Chad Hillard of Hillydilly wrote, "Boasting the same hit quality we've come to expect from Tove Lo, 'Not On Drugs' features an absolutely massive chorus that soars through engaging electronics and vigorous emotion found in her magnetic vocals". Richard S. Chang ranked it at number two on his top five of the best Tove Lo songs, while Mark Savage of Discopop considered it the "standout track" of Truth Serum. And Pop's Evan Ross wrote on his review of Queen of the Clouds that, "Out of all the songs on the album this one seems to ring the most true about what it's like to be young and in love". Jamieson Cox of Time deemed it as an "epic song" that "is so good, it is adictive". Conversely, an editor of Juice Online wrote that the recording was not "as catchy as 'Habits (Stay High)'".
"Not on Drugs" debuted at number 26 on the Billboard Twitter Emerging Artists chart for the issue dated 5 July 2014 and dropped off the chart the following week. It re-entered the chart and peaked at number 19 on 13 September 2014. As of December 2014, "Not on Drugs" has sold 33,000 digital downloads in the United States.

== Music video ==

Tove Lo in the music video for "Not on Drugs", in which she performs the song while computer animation is projected behind her.

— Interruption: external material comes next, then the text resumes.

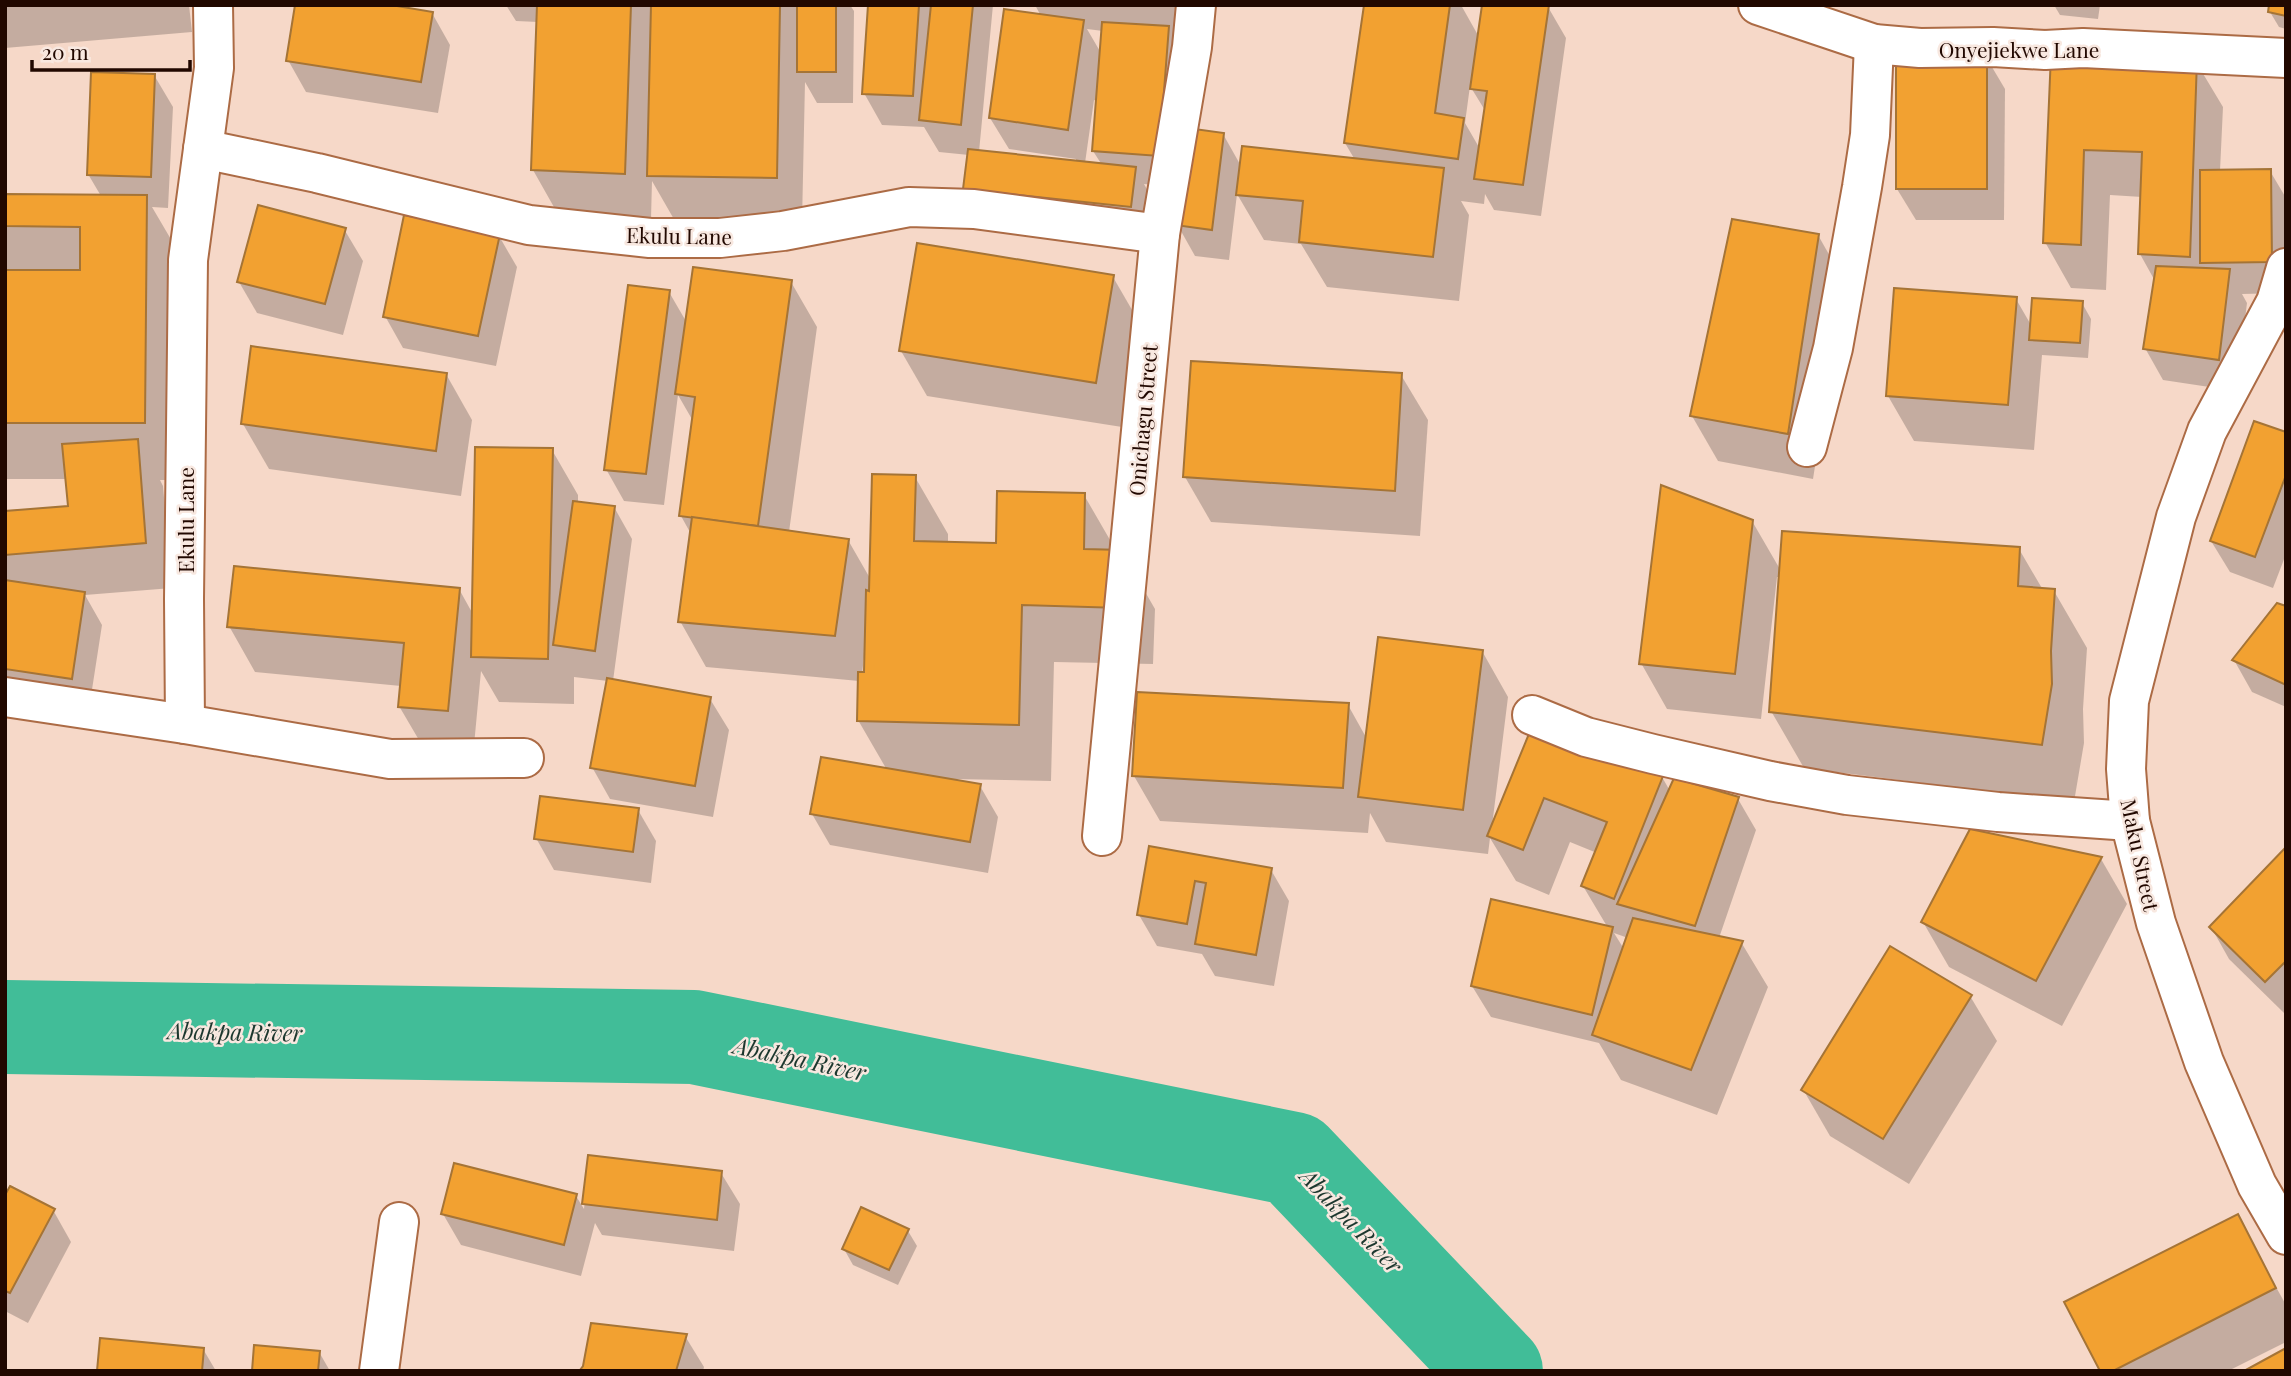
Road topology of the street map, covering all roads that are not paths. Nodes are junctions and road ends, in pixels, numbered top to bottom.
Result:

The music video for "Not on Drugs" was directed by Rikkard Häggbom. It was released on Lo's Vevo channel and iTunes Store on 19 August 2014, the same day the singer announced the release of Queen of the Clouds. The clip features the singer dancing and performing the song in a white film set and other locations while colored smoke bombs explode around her. During the video, computer-generated animation is projected on the background and Lo's body is edited to appear distorted. In an interview with Rolling Stone, the artist said, "I choked on the paint, the smoke made me half blind and here is my three-minute trip that shows the intensity and weirdness I feel when falling in love. The main theme we had in mind while making this video was 'What just happened?' It was quite amazing making something with the happy piece of my heart this time!".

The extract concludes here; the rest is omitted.